=== Work request ===
Show each line of the entries below in which the word "DRIVE" appears.

(Collected data)
------------------------------------------------------------------------

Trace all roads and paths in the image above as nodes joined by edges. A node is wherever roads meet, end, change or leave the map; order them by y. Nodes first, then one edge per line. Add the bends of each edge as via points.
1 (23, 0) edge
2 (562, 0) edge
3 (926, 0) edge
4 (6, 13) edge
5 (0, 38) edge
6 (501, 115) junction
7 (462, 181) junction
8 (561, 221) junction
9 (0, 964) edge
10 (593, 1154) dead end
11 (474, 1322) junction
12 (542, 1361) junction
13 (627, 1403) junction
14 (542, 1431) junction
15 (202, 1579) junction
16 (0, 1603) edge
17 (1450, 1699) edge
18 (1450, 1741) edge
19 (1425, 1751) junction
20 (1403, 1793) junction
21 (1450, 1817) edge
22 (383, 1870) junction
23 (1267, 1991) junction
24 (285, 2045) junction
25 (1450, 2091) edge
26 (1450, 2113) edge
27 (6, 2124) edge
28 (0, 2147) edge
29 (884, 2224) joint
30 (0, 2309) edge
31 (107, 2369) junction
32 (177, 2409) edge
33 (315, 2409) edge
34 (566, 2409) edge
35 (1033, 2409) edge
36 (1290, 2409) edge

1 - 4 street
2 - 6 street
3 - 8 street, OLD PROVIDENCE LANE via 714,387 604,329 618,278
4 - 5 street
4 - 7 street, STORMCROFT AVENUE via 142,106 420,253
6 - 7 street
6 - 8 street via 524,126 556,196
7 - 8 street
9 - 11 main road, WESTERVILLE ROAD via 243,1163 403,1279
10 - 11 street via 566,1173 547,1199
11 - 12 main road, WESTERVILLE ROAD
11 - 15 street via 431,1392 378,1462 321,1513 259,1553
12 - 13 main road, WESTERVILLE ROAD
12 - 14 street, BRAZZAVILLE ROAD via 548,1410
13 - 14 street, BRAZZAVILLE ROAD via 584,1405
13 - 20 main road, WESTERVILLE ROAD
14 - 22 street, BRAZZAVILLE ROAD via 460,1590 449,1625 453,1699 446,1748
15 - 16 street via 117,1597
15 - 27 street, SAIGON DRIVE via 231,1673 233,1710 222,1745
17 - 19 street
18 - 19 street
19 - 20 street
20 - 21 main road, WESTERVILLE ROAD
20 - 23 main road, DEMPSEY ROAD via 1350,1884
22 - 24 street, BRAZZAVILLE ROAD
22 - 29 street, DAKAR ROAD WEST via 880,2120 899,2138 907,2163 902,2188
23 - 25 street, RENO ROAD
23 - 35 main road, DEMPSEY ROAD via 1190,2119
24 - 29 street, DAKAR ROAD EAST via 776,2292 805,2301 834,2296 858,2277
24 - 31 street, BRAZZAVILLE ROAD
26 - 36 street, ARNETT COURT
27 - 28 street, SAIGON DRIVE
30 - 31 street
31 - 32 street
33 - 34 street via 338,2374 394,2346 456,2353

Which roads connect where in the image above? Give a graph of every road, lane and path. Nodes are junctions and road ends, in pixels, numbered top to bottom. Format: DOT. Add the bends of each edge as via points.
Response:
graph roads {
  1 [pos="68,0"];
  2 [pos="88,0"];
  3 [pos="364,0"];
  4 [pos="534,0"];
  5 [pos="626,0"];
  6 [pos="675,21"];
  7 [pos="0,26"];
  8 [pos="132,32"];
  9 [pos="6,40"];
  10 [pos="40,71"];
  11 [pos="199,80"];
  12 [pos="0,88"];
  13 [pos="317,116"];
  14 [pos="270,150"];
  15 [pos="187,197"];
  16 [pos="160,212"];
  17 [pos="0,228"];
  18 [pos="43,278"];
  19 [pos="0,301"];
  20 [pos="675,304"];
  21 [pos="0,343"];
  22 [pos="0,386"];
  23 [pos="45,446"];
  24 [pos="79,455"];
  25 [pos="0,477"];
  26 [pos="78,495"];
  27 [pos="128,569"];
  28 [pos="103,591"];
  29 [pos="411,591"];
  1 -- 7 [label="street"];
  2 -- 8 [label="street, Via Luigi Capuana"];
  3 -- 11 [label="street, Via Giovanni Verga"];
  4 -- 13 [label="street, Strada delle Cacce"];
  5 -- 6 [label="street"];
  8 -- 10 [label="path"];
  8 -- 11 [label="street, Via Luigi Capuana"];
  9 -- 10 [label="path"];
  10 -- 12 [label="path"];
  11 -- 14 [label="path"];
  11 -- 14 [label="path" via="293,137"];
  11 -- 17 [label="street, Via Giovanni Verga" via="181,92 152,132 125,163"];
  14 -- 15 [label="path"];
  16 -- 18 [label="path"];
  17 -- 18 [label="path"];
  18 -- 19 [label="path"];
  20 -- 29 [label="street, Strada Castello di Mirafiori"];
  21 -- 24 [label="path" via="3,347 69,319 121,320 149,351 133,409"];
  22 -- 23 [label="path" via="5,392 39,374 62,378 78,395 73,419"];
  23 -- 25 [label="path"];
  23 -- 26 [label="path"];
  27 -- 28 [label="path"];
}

------------------------------------------------------------------------

=== Task response ===
15 - 27 street, SAIGON DRIVE via 231,1673 233,1710 222,1745
27 - 28 street, SAIGON DRIVE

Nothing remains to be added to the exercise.